| What the task requires |
Show me every line in the listing that has the word "dict".

| Task data |
◆ ◆ ◆ ◆ ◆

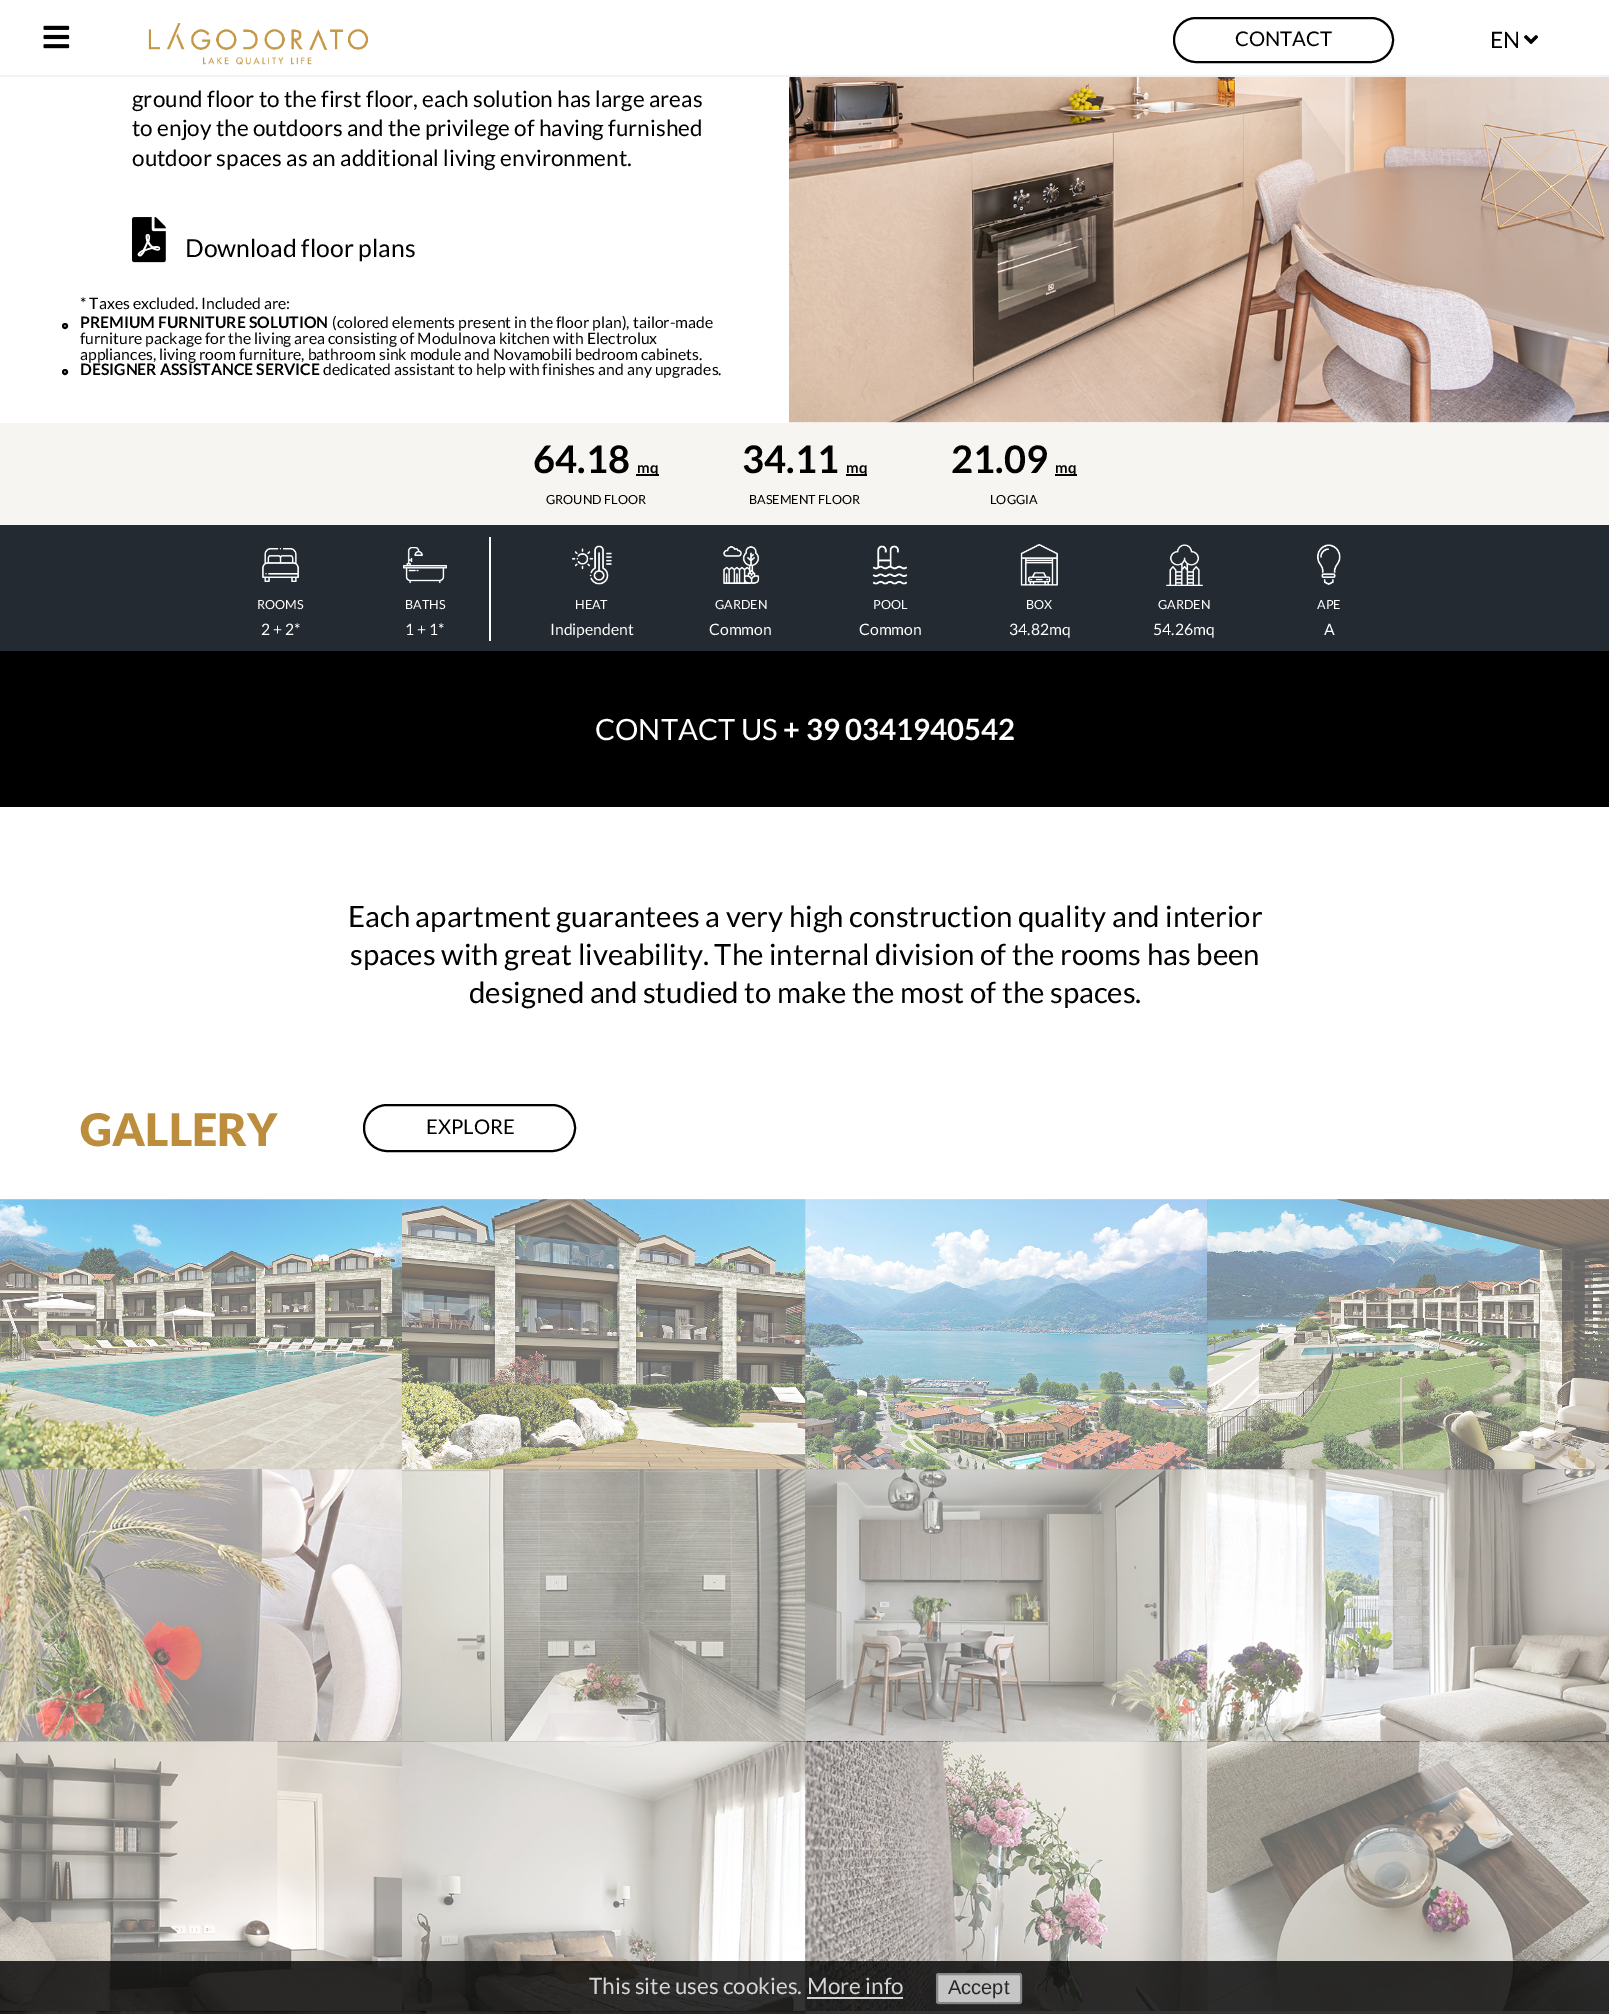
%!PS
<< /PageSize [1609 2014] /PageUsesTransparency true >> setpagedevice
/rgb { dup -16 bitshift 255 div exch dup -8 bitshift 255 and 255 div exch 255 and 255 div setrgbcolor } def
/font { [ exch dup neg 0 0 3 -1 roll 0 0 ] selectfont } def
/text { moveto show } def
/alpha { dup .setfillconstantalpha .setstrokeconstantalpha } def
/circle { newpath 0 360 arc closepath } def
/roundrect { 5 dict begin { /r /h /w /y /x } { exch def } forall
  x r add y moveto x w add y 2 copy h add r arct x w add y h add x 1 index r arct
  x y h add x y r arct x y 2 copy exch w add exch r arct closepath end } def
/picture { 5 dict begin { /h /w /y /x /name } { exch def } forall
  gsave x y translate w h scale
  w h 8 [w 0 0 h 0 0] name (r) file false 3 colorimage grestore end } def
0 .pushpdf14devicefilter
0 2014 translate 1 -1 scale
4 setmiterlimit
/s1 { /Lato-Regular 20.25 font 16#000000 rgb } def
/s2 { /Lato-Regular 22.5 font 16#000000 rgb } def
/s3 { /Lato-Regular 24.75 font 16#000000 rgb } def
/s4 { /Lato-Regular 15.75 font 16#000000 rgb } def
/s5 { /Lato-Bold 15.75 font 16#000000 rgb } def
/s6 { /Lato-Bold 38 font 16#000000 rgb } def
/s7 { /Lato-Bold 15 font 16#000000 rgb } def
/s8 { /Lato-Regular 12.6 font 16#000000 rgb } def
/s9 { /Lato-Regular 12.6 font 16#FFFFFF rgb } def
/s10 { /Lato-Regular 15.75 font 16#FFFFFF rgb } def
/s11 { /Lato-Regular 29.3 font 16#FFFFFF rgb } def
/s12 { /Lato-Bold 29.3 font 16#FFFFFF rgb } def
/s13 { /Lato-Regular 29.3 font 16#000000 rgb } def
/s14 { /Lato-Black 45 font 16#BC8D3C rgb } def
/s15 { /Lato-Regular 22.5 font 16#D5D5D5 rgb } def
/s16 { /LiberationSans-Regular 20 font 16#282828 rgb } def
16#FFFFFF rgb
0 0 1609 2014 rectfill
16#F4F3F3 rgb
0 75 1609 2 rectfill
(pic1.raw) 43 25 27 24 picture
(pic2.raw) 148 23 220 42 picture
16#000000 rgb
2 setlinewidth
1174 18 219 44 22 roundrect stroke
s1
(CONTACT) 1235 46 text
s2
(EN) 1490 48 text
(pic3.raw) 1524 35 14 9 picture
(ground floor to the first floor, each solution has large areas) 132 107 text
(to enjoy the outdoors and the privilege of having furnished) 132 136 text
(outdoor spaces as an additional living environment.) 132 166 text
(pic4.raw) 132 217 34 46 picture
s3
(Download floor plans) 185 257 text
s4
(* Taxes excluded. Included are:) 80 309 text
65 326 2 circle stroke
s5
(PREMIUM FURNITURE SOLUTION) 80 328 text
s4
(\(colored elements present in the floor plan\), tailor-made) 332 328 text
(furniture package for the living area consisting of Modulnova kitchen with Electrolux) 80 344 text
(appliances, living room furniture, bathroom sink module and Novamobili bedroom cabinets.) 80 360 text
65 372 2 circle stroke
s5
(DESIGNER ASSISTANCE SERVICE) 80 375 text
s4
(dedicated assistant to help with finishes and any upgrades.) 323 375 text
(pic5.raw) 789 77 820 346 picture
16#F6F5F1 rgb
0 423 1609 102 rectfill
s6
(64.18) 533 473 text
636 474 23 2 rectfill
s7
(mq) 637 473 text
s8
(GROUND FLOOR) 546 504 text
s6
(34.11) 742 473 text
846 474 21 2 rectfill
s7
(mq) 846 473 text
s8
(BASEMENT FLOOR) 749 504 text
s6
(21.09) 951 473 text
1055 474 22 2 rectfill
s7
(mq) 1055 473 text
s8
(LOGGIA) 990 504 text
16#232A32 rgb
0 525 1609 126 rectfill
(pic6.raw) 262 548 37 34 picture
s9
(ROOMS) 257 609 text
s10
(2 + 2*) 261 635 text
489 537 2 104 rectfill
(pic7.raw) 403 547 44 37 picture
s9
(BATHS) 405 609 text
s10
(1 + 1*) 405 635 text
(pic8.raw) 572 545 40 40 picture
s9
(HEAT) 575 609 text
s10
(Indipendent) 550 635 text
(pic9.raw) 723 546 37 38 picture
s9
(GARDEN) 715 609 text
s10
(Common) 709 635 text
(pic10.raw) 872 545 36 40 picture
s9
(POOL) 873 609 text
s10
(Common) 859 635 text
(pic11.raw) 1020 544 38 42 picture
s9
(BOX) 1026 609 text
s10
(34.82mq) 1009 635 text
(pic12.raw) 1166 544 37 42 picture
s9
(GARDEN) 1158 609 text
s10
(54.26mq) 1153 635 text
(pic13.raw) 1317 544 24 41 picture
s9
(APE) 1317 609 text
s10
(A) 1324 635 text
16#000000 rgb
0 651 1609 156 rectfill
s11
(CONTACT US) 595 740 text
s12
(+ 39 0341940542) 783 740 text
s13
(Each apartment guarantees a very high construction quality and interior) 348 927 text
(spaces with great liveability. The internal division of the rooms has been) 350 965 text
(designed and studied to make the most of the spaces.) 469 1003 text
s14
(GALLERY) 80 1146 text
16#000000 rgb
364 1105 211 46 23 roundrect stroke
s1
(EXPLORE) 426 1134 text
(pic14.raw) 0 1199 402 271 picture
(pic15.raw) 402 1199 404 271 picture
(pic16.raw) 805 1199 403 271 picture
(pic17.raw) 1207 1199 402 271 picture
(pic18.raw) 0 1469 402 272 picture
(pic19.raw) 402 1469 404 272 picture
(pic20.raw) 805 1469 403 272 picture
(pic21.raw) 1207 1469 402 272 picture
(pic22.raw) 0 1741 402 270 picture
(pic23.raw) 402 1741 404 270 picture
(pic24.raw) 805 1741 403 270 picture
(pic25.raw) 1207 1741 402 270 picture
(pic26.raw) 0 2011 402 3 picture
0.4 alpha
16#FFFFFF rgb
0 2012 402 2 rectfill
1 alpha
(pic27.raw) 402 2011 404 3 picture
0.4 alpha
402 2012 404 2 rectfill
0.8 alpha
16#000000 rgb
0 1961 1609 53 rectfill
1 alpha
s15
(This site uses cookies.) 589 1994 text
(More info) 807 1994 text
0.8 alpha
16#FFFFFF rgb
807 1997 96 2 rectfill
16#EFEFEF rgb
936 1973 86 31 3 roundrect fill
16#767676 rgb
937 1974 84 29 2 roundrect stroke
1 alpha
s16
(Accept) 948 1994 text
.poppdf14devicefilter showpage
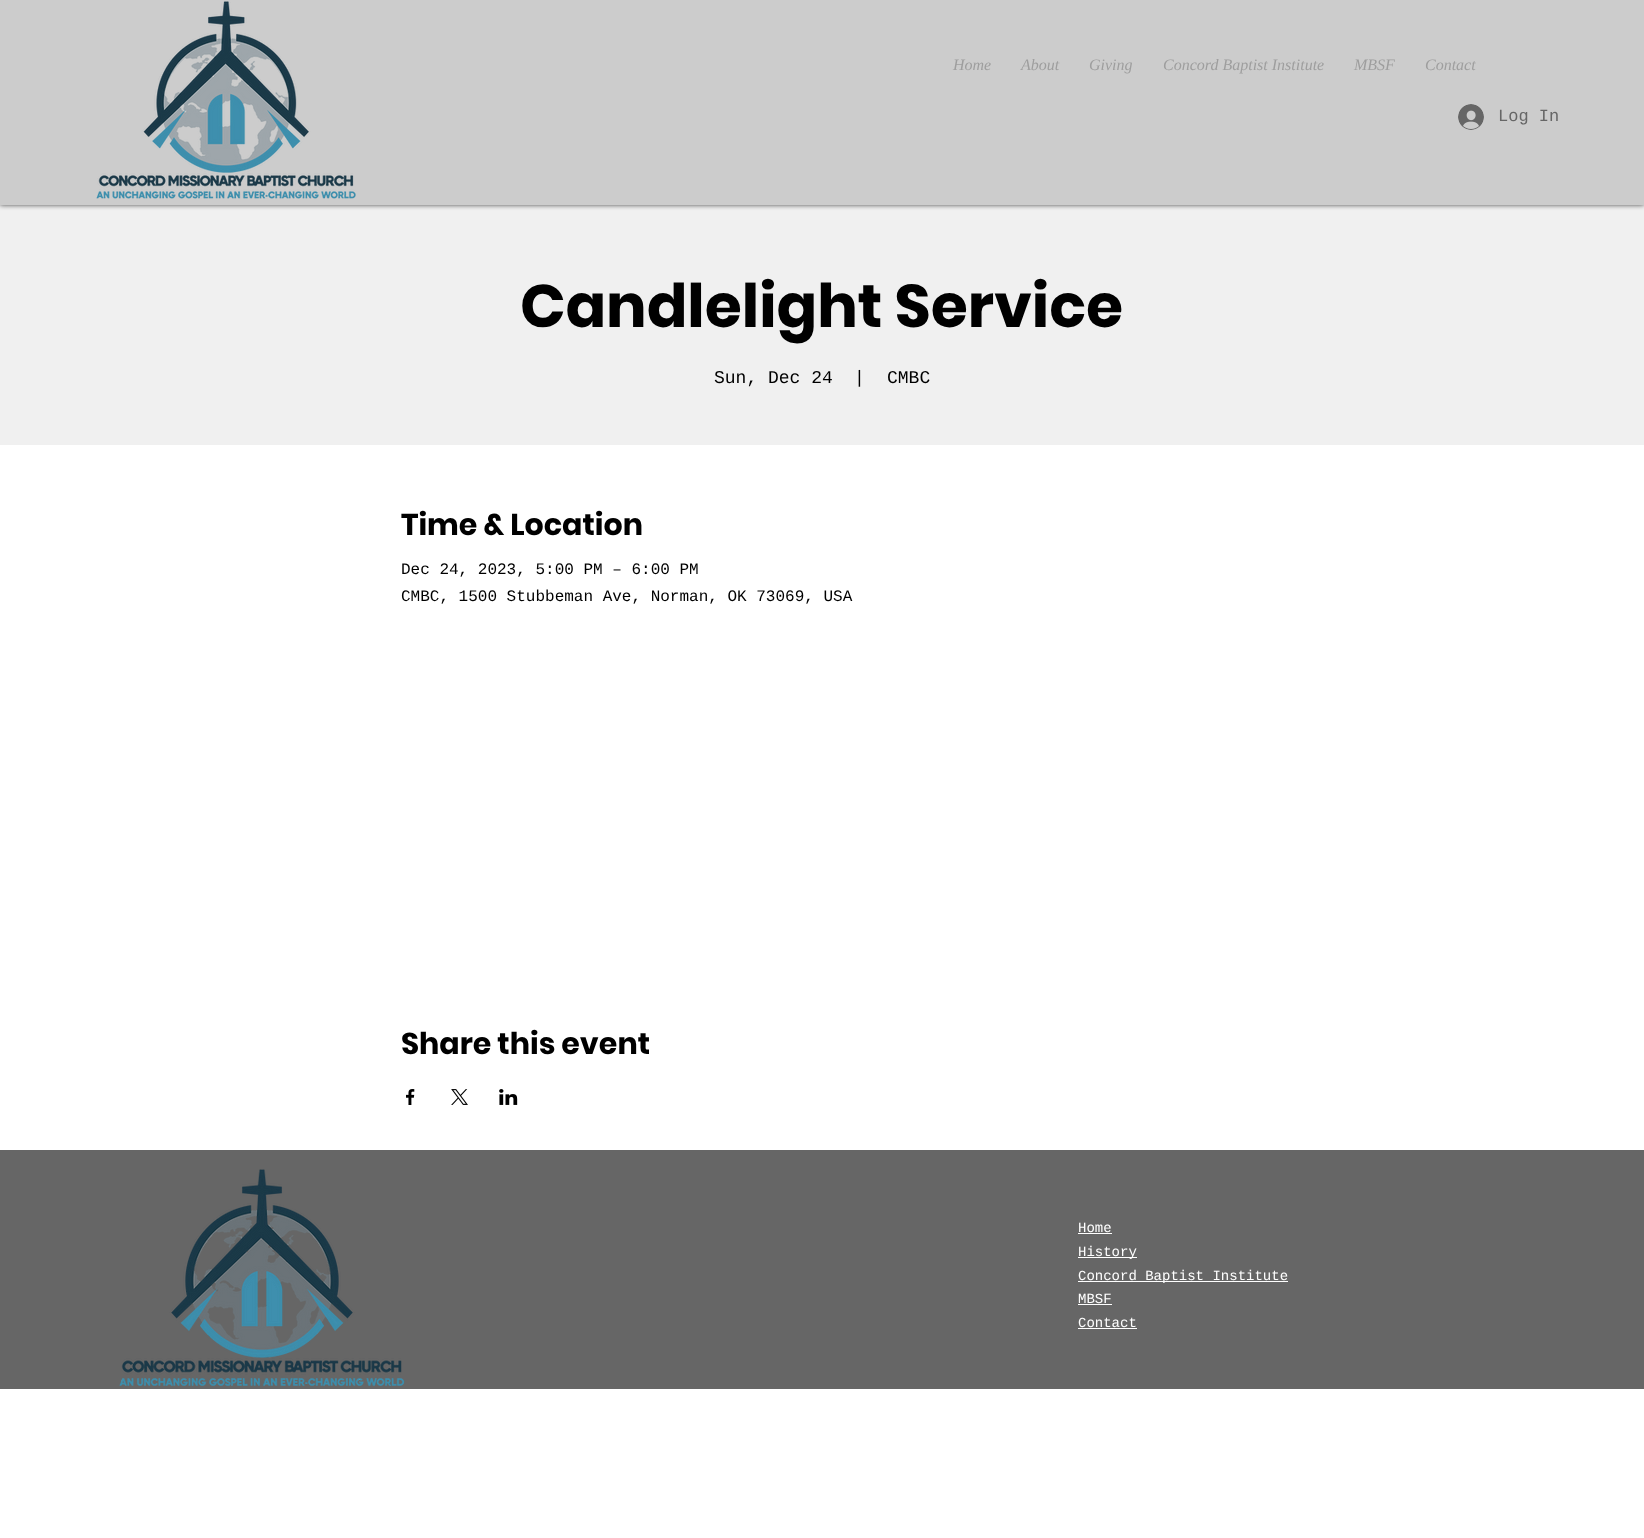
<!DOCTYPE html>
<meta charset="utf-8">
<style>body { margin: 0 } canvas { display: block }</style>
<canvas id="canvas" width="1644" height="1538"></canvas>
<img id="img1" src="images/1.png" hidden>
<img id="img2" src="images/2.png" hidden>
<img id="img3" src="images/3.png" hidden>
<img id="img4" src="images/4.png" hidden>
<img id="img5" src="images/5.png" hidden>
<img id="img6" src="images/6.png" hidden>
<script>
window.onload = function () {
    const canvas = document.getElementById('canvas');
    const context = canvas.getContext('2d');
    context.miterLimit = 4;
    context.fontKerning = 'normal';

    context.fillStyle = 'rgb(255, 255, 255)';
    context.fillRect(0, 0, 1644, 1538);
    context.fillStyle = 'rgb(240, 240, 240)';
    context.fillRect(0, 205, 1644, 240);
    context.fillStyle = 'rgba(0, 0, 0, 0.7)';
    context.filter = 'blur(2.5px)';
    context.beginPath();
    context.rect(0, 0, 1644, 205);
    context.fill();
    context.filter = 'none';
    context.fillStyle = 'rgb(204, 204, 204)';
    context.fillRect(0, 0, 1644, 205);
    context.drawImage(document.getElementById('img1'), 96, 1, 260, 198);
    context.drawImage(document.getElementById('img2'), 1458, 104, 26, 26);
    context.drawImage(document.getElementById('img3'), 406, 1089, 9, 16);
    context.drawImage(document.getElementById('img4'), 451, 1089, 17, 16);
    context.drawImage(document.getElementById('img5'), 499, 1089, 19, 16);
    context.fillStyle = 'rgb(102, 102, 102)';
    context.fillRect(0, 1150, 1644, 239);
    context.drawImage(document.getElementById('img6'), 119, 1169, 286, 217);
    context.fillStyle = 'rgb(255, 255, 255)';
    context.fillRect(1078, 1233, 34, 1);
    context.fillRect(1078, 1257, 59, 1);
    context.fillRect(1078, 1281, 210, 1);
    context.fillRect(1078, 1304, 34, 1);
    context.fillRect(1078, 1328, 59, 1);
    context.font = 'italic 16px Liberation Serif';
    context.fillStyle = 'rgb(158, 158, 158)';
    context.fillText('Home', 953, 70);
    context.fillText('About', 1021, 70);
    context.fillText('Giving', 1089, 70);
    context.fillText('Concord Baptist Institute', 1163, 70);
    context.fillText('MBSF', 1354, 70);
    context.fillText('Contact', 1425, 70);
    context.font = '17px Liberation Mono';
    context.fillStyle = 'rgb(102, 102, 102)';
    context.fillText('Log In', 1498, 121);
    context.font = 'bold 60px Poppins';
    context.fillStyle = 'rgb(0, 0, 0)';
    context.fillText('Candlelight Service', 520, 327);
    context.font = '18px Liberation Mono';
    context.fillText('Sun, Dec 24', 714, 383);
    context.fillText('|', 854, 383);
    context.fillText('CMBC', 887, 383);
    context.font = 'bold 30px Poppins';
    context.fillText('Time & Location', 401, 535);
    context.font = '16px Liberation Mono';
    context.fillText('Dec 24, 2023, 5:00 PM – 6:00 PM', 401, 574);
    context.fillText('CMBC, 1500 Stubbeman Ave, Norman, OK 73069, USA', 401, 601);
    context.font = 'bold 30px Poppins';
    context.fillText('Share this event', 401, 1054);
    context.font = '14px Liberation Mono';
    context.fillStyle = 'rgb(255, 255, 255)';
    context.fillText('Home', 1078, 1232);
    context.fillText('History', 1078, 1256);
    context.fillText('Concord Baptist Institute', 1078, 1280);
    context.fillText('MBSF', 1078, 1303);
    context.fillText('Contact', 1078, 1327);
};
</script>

◆ ◆ ◆ ◆ ◆

| Expected answer |
/roundrect { 5 dict begin { /r /h /w /y /x } { exch def } forall
/picture { 5 dict begin { /h /w /y /x /name } { exch def } forall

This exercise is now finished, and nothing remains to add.